Barriers May Block FM Providers From Obstetric Practice

In a recent Birth editorial, Simone Hampton, MD, of Carle Health Family Medicine, Urbana, Illinois, explored a key question: Why aren’t we using FM to help confront the maternal mortality crisis in the United States?

Hampton described how obstetric care is often siloed between specialties and barriers, including insufficient training, organizational constraints, and malpractice coverage, deter FM physicians from practicing obstetrics.

In an additional written comment, Hampton suggested that family doctors also face misconceptions about their ability to provide obstetric care, even with rigorous training and a comprehensive skill set.

“We are interested in caring for families,” Hampton said, emphasizing how FM providers are uniquely trained to care for the maternal dyad in a way that OBs are not and often view birth as a more natural process that typically does not require intervention.

Unfortunately, hospital administrators often maintain a different view, Brown Speights said, describing how some centers limit obstetric care privileges exclusively to OBs or require case volume minimums that can be tough to reach in a rural setting.

“If you have low-volume places, you can have a challenge meeting the numbers to keep up the requirements to get credentialed to practice obstetrics at the hospital,” she said, which only exacerbates gaps in maternity care access.

“This type of skill set in a rural place often, by default, represents a lower volume,” Russo said. “So how do the interests of competency and access intersect in this space?”

Generating more data to support the quality of FM-led obstetric models could be the clearest path forward, according to White VanGompel.

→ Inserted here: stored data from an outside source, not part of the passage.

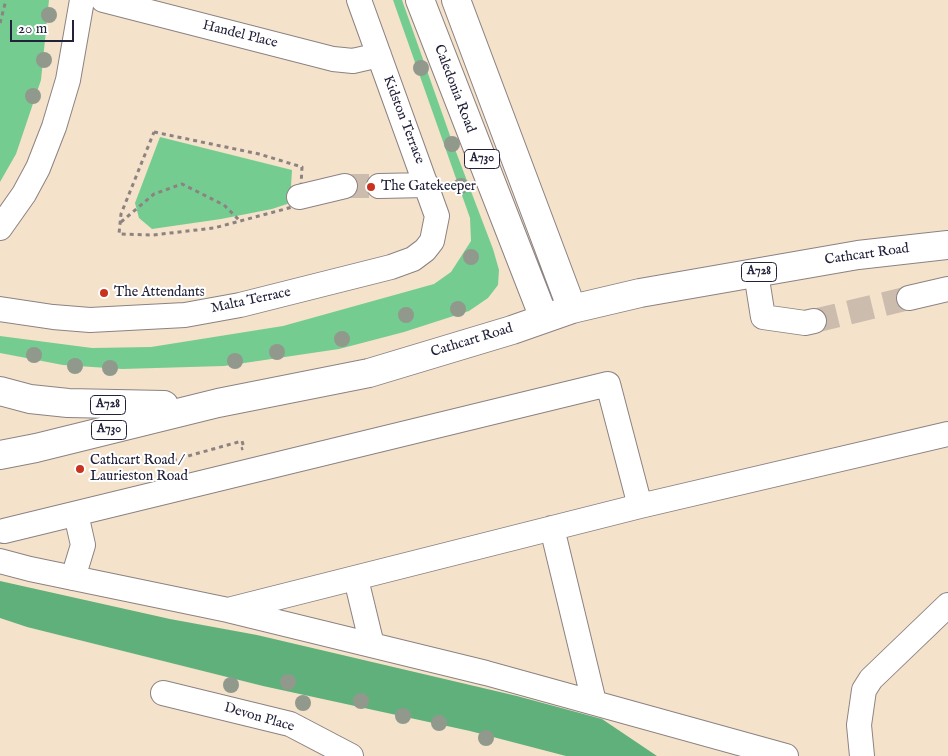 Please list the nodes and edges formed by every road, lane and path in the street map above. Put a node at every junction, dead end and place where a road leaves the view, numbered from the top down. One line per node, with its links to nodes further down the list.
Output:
1 (6, 0): 7 (path)
2 (82, 0): 16 (street)
3 (103, 0): 9 (street, Handel Place)
4 (358, 0): 9 (street, Kidston Terrace)
5 (420, 0): 24 (main road, Caledonia Road / A730)
6 (456, 0): 23 (main road, A730)
7 (1, 16): 8 (path)
8 (0, 23)
9 (378, 55): 10 (street, Kidston Terrace)
10 (427, 185): 12 (street); 17 (street, Kidston Terrace)
11 (345, 186): 13 (street)
12 (379, 186)
13 (299, 197): 14 (path); 15 (path)
14 (240, 221): 15 (path); 15 (path)
15 (120, 222)
16 (0, 228)
17 (432, 241): 22 (street, Malta Terrace)
18 (948, 245): 19 (main road, Cathcart Road / A728)
19 (756, 273): 23 (main road, Cathcart Road / A728); 25 (street)
20 (948, 289): 21 (street)
21 (909, 298)
22 (0, 309)
23 (572, 309): 24 (main road, Cathcart Road / A728)
24 (544, 318): 27 (main road, Cathcart Road / A728)
25 (814, 321)
26 (0, 391): 27 (main road, A728)
27 (218, 403): 29 (main road, Cathcart Road / A730)
28 (948, 434): 30 (street)
29 (0, 455)
30 (640, 506): 31 (street); 32 (street)
31 (76, 514): 33 (street); 35 (street)
32 (552, 528): 36 (street); 41 (street)
33 (4, 531)
34 (0, 561): 35 (street)
35 (74, 578): 38 (street)
36 (356, 579): 38 (street); 39 (street)
37 (948, 604): 44 (street)
38 (228, 610): 39 (street)
39 (372, 645): 41 (street)
40 (163, 693): 42 (street, Devon Place)
41 (594, 702): 43 (street)
42 (350, 756)
43 (786, 756)
44 (862, 756) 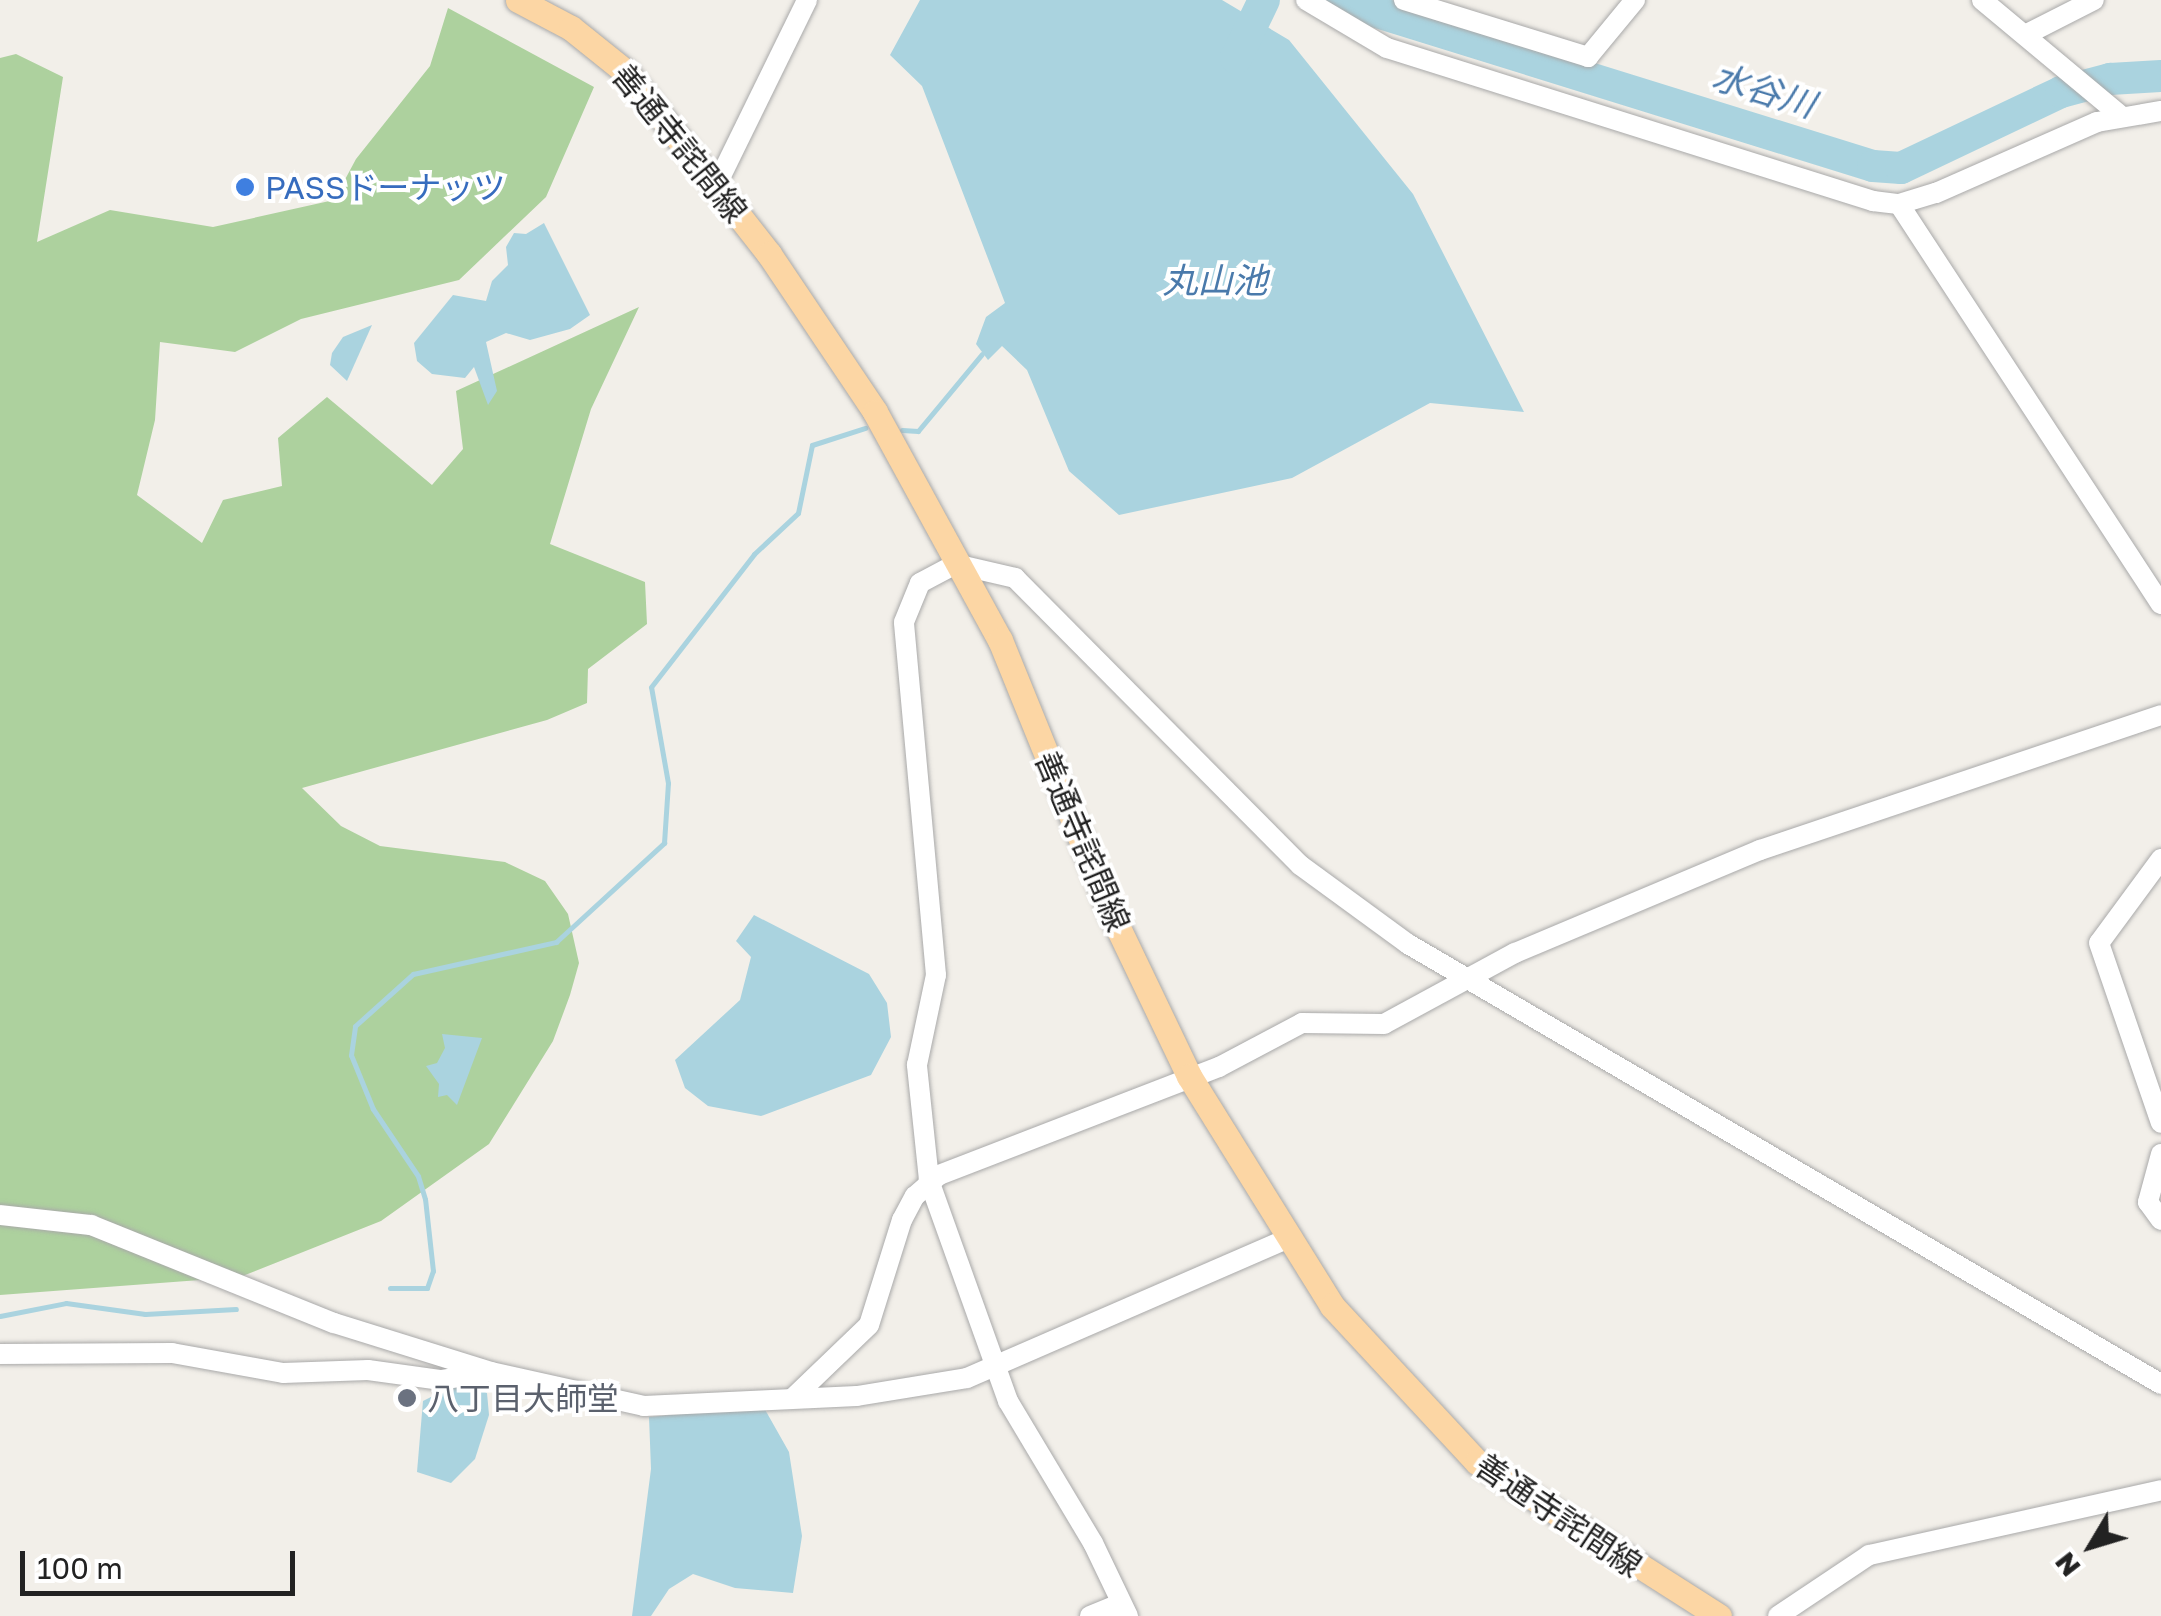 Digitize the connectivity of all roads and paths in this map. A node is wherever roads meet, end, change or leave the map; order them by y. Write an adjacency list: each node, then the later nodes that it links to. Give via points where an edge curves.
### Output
1 (807, 0): 11 (street)
2 (1306, 0): 12 (street, via 1387,48)
3 (1404, 0): 4 (street, via 1588,57)
4 (1635, 0)
5 (1982, 0): 8 (street)
6 (2094, 0): 8 (street)
7 (530, 2): 11 (main road, 善通寺詫間線, via 627,73)
8 (2025, 35): 10 (street)
9 (2161, 111): 10 (street)
10 (2121, 116): 12 (street)
11 (717, 184): 13 (main road, 善通寺詫間線, via 875,412)
12 (1899, 204): 14 (street)
13 (955, 564): 17 (street, via 1014,578 1300,865); 18 (main road, 善通寺詫間線, via 1000,640 1111,913); 21 (street, via 920,583 904,622 936,975 918,1066)
14 (2161, 604)
15 (2161, 715): 17 (street, via 1760,850)
16 (2161, 860): 19 (street, via 2099,943)
17 (1466, 980): 18 (street, via 1384,1024 1302,1022); 28 (street)
18 (1189, 1076): 21 (street); 24 (main road, 善通寺詫間線)
19 (2161, 1124)
20 (2161, 1154): 23 (street, via 2148,1202)
21 (929, 1180): 26 (street); 29 (street, via 902,1220 870,1325)
22 (0, 1215): 27 (street, via 91,1226 334,1323)
23 (2161, 1220)
24 (1287, 1238): 26 (street); 33 (main road, 善通寺詫間線, via 1380,1364 1477,1462)
25 (0, 1354): 27 (street, via 172,1353 283,1373 368,1370 441,1380)
26 (999, 1368): 29 (street, via 926,1387); 31 (street, via 1008,1401 1093,1544)
27 (491, 1372): 29 (street, via 644,1406)
28 (2161, 1384)
29 (792, 1398)
30 (2161, 1490): 34 (street, via 1898,1546 1828,1578)
31 (1123, 1610): 32 (street)
32 (1090, 1616)
33 (1719, 1616)
34 (1778, 1616)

She suggested that team-based approaches like the one described in the present study deserve further investigation in other hospital systems.

Until then, this gap in maternity care remains an ongoing, and often personal, concern.

“The more I do this quality work, the more I’m in these rooms where I’m the only family physician and I’m surrounded by all of these amazing labor and delivery nurses and obstetricians and maternal-fetal medicine doctors and midwives and doulas,” White VanGompel said. “I’m just constantly asking myself, Why am I the only family doctor in the room?”

This study was supported by the Agency for Healthcare Research and Quality and the North Shore Auxiliary. The Iowa Maternal Quality Care Collaborative is supported by a State Maternal Health Innovation award from the Health Resources and Services Administration. The investigators, Hampton and Brown Speights, disclosed no conflicts of interest.

A version of this article first appeared on Medscape.com.